━━ DATA PROVIDED ━━

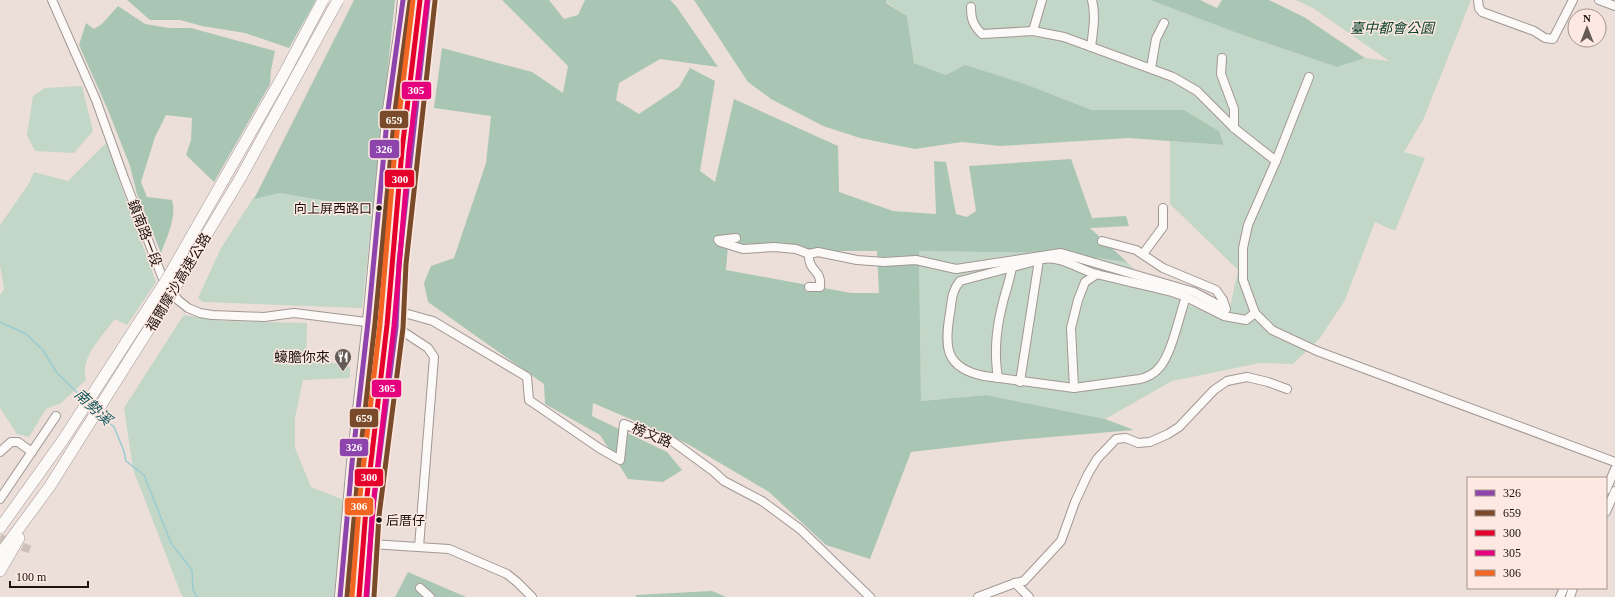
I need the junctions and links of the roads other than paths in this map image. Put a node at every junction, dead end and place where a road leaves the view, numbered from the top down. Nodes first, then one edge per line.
1 (52, 0) edge
2 (323, 0) edge
3 (338, 0) edge
4 (403, 0) edge
5 (410, 0) edge
6 (420, 0) edge
7 (428, 0) edge
8 (1042, 0) edge
9 (1092, 0) edge
10 (1478, 0) edge
11 (1573, 0) edge
12 (1599, 0) edge
13 (1615, 6) edge
14 (971, 7) dead end
15 (1164, 23) dead end
16 (1033, 31) junction
17 (1091, 47) junction
18 (1222, 58) dead end
19 (1151, 68) junction
20 (1309, 78) dead end
21 (1234, 128) junction
22 (1276, 161) junction
23 (1163, 208) dead end
24 (736, 238) dead end
25 (1102, 241) dead end
26 (809, 254) junction
27 (1144, 254) junction
28 (1039, 260) junction
29 (1012, 267) junction
30 (1097, 274) junction
31 (809, 287) dead end
32 (1186, 297) junction
33 (397, 311) junction
34 (1255, 313) junction
35 (382, 324) junction
36 (998, 378) junction
37 (1020, 382) junction
38 (1074, 388) junction
39 (1286, 390) dead end
40 (56, 416) dead end
41 (0, 452) edge
42 (32, 452) junction
43 (1615, 462) edge
44 (1615, 469) edge
45 (36, 476) junction
46 (50, 486) junction
47 (1607, 488) edge
48 (1615, 491) edge
49 (0, 499) edge
50 (1607, 510) edge
51 (0, 523) edge
52 (0, 528) edge
53 (371, 544) junction
54 (419, 547) junction
55 (0, 554) edge
56 (0, 571) edge
57 (1015, 583) junction
58 (420, 588) dead end
59 (340, 597) edge
60 (349, 597) edge
61 (359, 597) edge
62 (366, 597) edge
63 (430, 597) edge
64 (532, 597) edge
65 (870, 597) edge
66 (978, 597) edge
67 (1029, 597) edge

1 - 35 street, 鎮南路一段
2 - 45 highway, 福爾摩沙高速公路, bridge
3 - 46 highway, 福爾摩沙高速公路, bridge
4 - 35 main road
5 - 35 main road
6 - 35 main road
7 - 33 main road
8 - 16 street
9 - 17 street
10 - 11 street
12 - 13 street
14 - 16 street
15 - 19 street
16 - 17 street
17 - 19 street
18 - 21 street
19 - 21 street
20 - 22 street
21 - 22 street
22 - 34 street
23 - 27 street
24 - 26 street
25 - 27 street
26 - 27 street
26 - 31 street
28 - 29 street
28 - 30 street
28 - 37 street
29 - 36 street
29 - 36 street
30 - 32 street
30 - 38 street
32 - 34 street
32 - 38 street
33 - 35 main road
33 - 65 street, 榜文路
34 - 43 street
35 - 53 main road
35 - 54 street
35 - 59 main road
35 - 60 main road
35 - 61 main road
36 - 37 street
37 - 38 street
39 - 57 street
40 - 42 street
41 - 42 street
42 - 49 street
44 - 47 street
45 - 51 highway
45 - 52 highway, 福爾摩沙高速公路
46 - 55 highway, 福爾摩沙高速公路
46 - 56 highway
48 - 50 street
53 - 54 street
53 - 62 main road
54 - 64 street
57 - 66 street
57 - 67 street
58 - 63 street

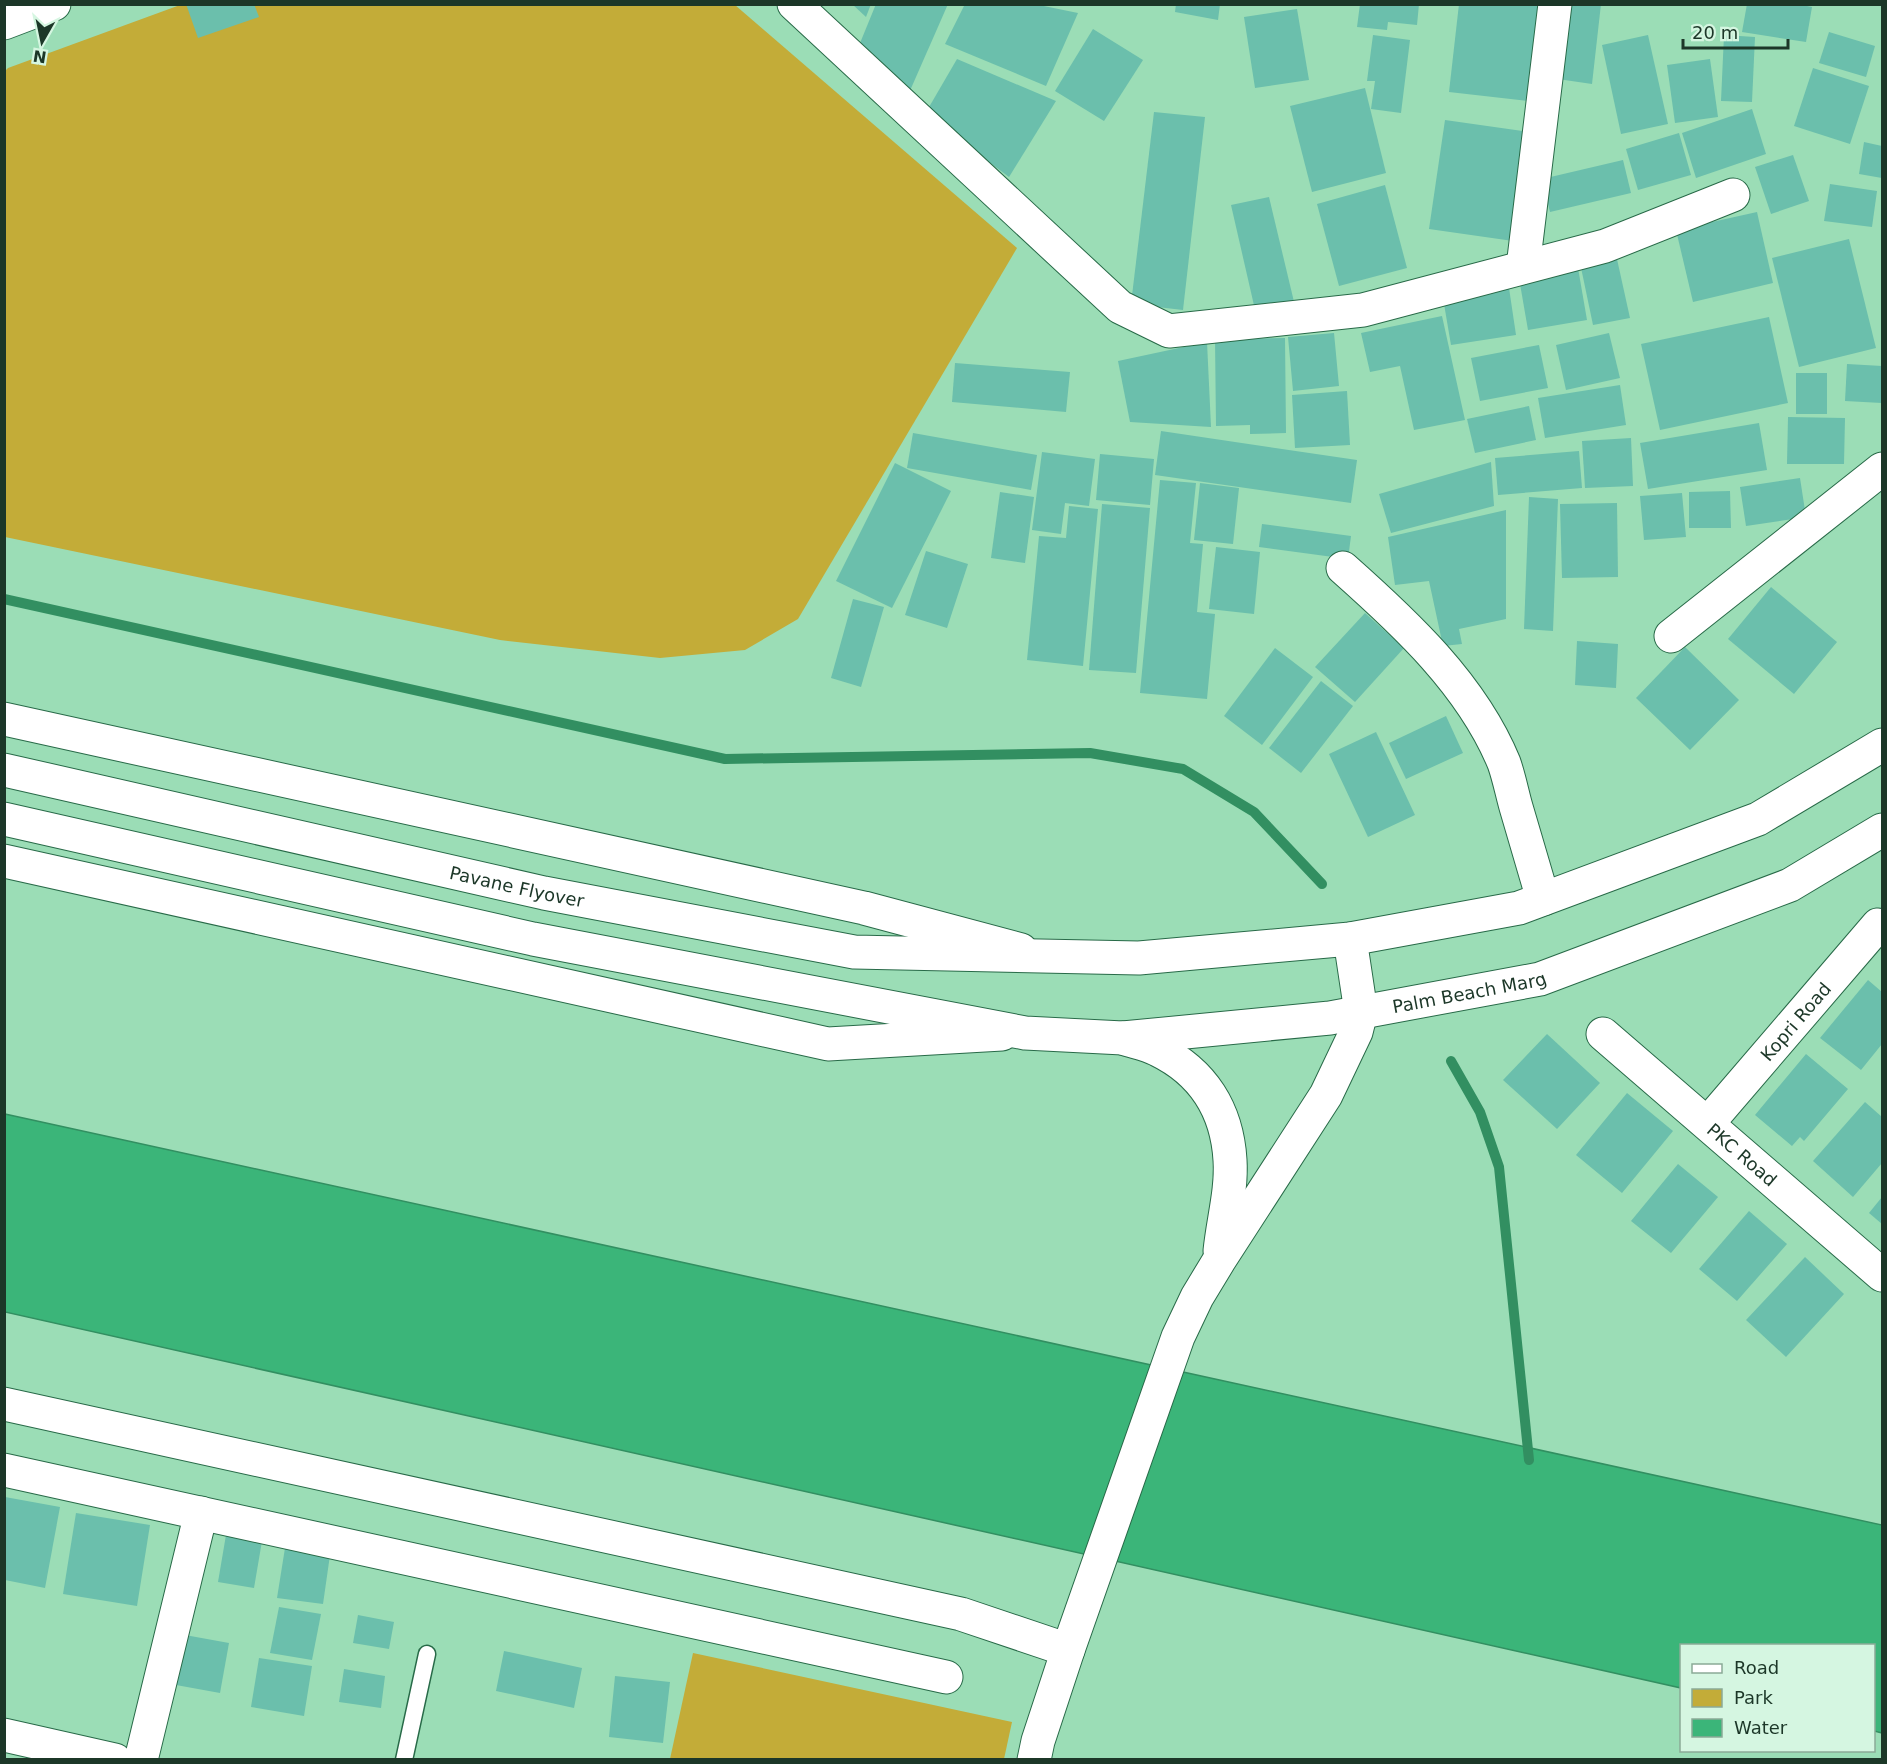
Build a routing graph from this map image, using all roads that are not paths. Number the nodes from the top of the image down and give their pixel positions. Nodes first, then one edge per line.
1 (54, 4) edge
2 (794, 4) edge
3 (1555, 4) edge
4 (4, 23) edge
5 (1733, 195) dead end
6 (1523, 267) junction
7 (1882, 469) edge
8 (1343, 568) dead end
9 (1671, 636) dead end
10 (4, 719) edge
11 (1882, 745) edge
12 (4, 770) edge
13 (4, 819) edge
14 (1882, 830) edge
15 (4, 861) edge
16 (1543, 899) junction
17 (1882, 928) edge
18 (1350, 939) junction
19 (1037, 955) junction
20 (1361, 1012) junction
21 (1025, 1033) junction
22 (1604, 1034) dead end
23 (1123, 1038) junction
24 (1708, 1123) junction
25 (1220, 1259) junction
26 (1882, 1275) edge
27 (4, 1404) edge
28 (4, 1470) edge
29 (201, 1513) junction
30 (1073, 1638) junction
31 (427, 1654) dead end
32 (945, 1677) dead end
33 (4, 1736) edge
34 (97, 1758) edge
35 (141, 1760) edge
36 (404, 1760) edge
37 (1034, 1760) edge

1 - 4 street
2 - 6 street
3 - 6 street
5 - 6 street
7 - 9 street
8 - 16 street
10 - 19 street
11 - 16 street
12 - 19 street, Pavane Flyover
13 - 21 street
14 - 20 street, Palm Beach Marg
15 - 21 street
16 - 18 street
17 - 24 street, Kopri Road
18 - 19 street
18 - 20 street
20 - 23 street, Palm Beach Marg
20 - 25 street
21 - 23 street, Palm Beach Marg
22 - 24 street, PKC Road
23 - 25 street
24 - 26 street, PKC Road
25 - 30 street
27 - 30 street
28 - 29 street
29 - 32 street
29 - 35 street
30 - 37 street
31 - 36 lane
33 - 34 street

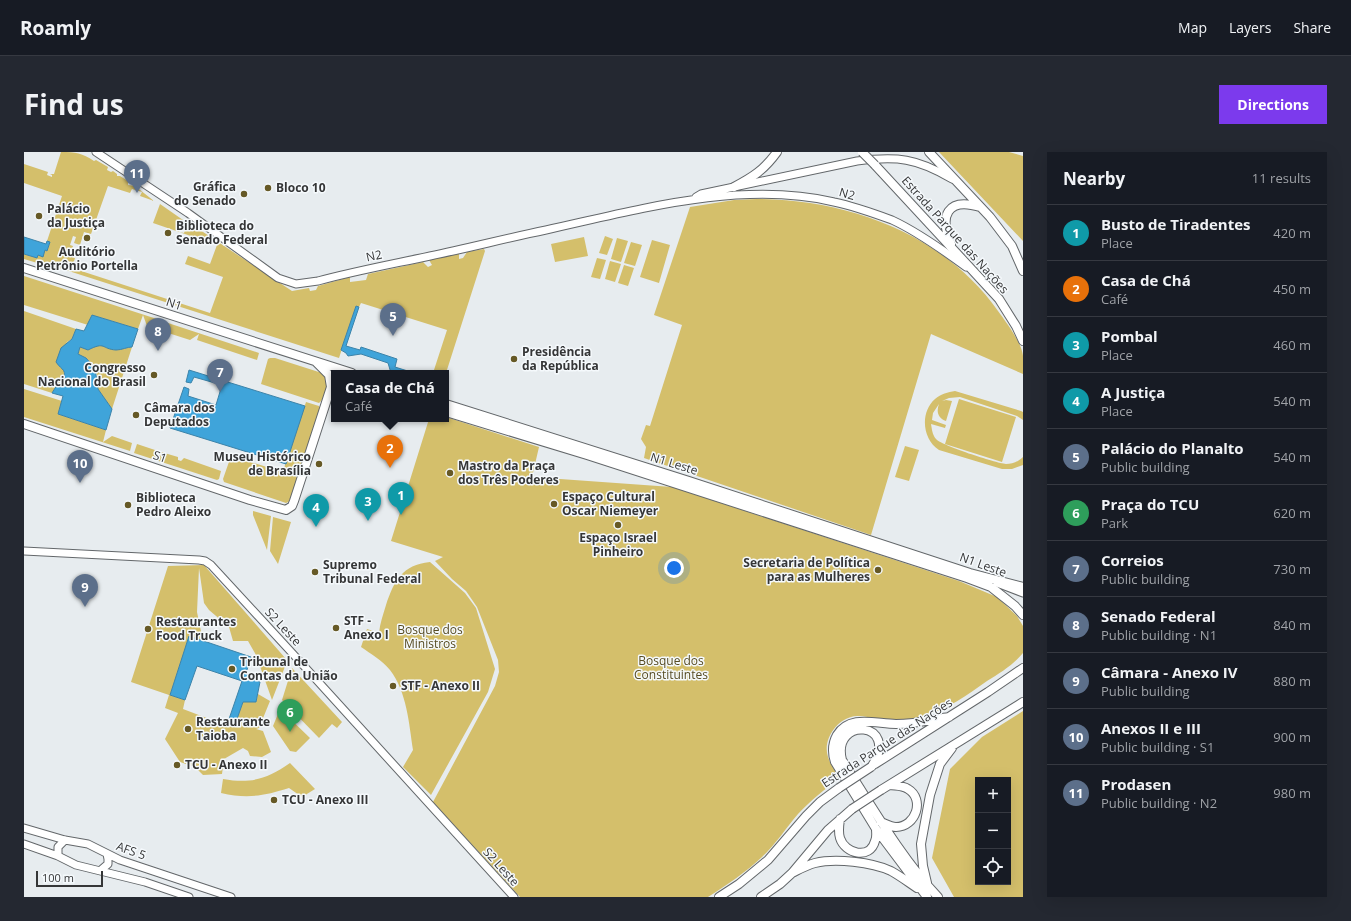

━━━

- TASK -
Starting with the top line, write out all the data above exactly; keep the pictures out.

- RESPONSE BELOW -
I need the junctions and links of the roads other than paths in this map image. Put a node at every junction, dead end and place where a road leaves the view, numbered from the top down. Nodes first, then one edge per line.
1 (52, 0) edge
2 (323, 0) edge
3 (338, 0) edge
4 (403, 0) edge
5 (410, 0) edge
6 (420, 0) edge
7 (428, 0) edge
8 (1042, 0) edge
9 (1092, 0) edge
10 (1478, 0) edge
11 (1573, 0) edge
12 (1599, 0) edge
13 (1615, 6) edge
14 (971, 7) dead end
15 (1164, 23) dead end
16 (1033, 31) junction
17 (1091, 47) junction
18 (1222, 58) dead end
19 (1151, 68) junction
20 (1309, 78) dead end
21 (1234, 128) junction
22 (1276, 161) junction
23 (1163, 208) dead end
24 (736, 238) dead end
25 (1102, 241) dead end
26 (809, 254) junction
27 (1144, 254) junction
28 (1039, 260) junction
29 (1012, 267) junction
30 (1097, 274) junction
31 (809, 287) dead end
32 (1186, 297) junction
33 (397, 311) junction
34 (1255, 313) junction
35 (382, 324) junction
36 (998, 378) junction
37 (1020, 382) junction
38 (1074, 388) junction
39 (1286, 390) dead end
40 (56, 416) dead end
41 (0, 452) edge
42 (32, 452) junction
43 (1615, 462) edge
44 (1615, 469) edge
45 (36, 476) junction
46 (50, 486) junction
47 (1607, 488) edge
48 (1615, 491) edge
49 (0, 499) edge
50 (1607, 510) edge
51 (0, 523) edge
52 (0, 528) edge
53 (371, 544) junction
54 (419, 547) junction
55 (0, 554) edge
56 (0, 571) edge
57 (1015, 583) junction
58 (420, 588) dead end
59 (340, 597) edge
60 (349, 597) edge
61 (359, 597) edge
62 (366, 597) edge
63 (430, 597) edge
64 (532, 597) edge
65 (870, 597) edge
66 (978, 597) edge
67 (1029, 597) edge

1 - 35 street, 鎮南路一段
2 - 45 highway, 福爾摩沙高速公路, bridge
3 - 46 highway, 福爾摩沙高速公路, bridge
4 - 35 main road
5 - 35 main road
6 - 35 main road
7 - 33 main road
8 - 16 street
9 - 17 street
10 - 11 street
12 - 13 street
14 - 16 street
15 - 19 street
16 - 17 street
17 - 19 street
18 - 21 street
19 - 21 street
20 - 22 street
21 - 22 street
22 - 34 street
23 - 27 street
24 - 26 street
25 - 27 street
26 - 27 street
26 - 31 street
28 - 29 street
28 - 30 street
28 - 37 street
29 - 36 street
29 - 36 street
30 - 32 street
30 - 38 street
32 - 34 street
32 - 38 street
33 - 35 main road
33 - 65 street, 榜文路
34 - 43 street
35 - 53 main road
35 - 54 street
35 - 59 main road
35 - 60 main road
35 - 61 main road
36 - 37 street
37 - 38 street
39 - 57 street
40 - 42 street
41 - 42 street
42 - 49 street
44 - 47 street
45 - 51 highway
45 - 52 highway, 福爾摩沙高速公路
46 - 55 highway, 福爾摩沙高速公路
46 - 56 highway
48 - 50 street
53 - 54 street
53 - 62 main road
54 - 64 street
57 - 66 street
57 - 67 street
58 - 63 street

Build a routing graph from this map image, using all roads that are not paths. Number the nodes from the top of the image down and give their pixel positions. Nodes first, then one edge per line.
1 (54, 4) edge
2 (794, 4) edge
3 (1555, 4) edge
4 (4, 23) edge
5 (1733, 195) dead end
6 (1523, 267) junction
7 (1882, 469) edge
8 (1343, 568) dead end
9 (1671, 636) dead end
10 (4, 719) edge
11 (1882, 745) edge
12 (4, 770) edge
13 (4, 819) edge
14 (1882, 830) edge
15 (4, 861) edge
16 (1543, 899) junction
17 (1882, 928) edge
18 (1350, 939) junction
19 (1037, 955) junction
20 (1361, 1012) junction
21 (1025, 1033) junction
22 (1604, 1034) dead end
23 (1123, 1038) junction
24 (1708, 1123) junction
25 (1220, 1259) junction
26 (1882, 1275) edge
27 (4, 1404) edge
28 (4, 1470) edge
29 (201, 1513) junction
30 (1073, 1638) junction
31 (427, 1654) dead end
32 (945, 1677) dead end
33 (4, 1736) edge
34 (97, 1758) edge
35 (141, 1760) edge
36 (404, 1760) edge
37 (1034, 1760) edge

1 - 4 street
2 - 6 street
3 - 6 street
5 - 6 street
7 - 9 street
8 - 16 street
10 - 19 street
11 - 16 street
12 - 19 street, Pavane Flyover
13 - 21 street
14 - 20 street, Palm Beach Marg
15 - 21 street
16 - 18 street
17 - 24 street, Kopri Road
18 - 19 street
18 - 20 street
20 - 23 street, Palm Beach Marg
20 - 25 street
21 - 23 street, Palm Beach Marg
22 - 24 street, PKC Road
23 - 25 street
24 - 26 street, PKC Road
25 - 30 street
27 - 30 street
28 - 29 street
29 - 32 street
29 - 35 street
30 - 37 street
31 - 36 lane
33 - 34 street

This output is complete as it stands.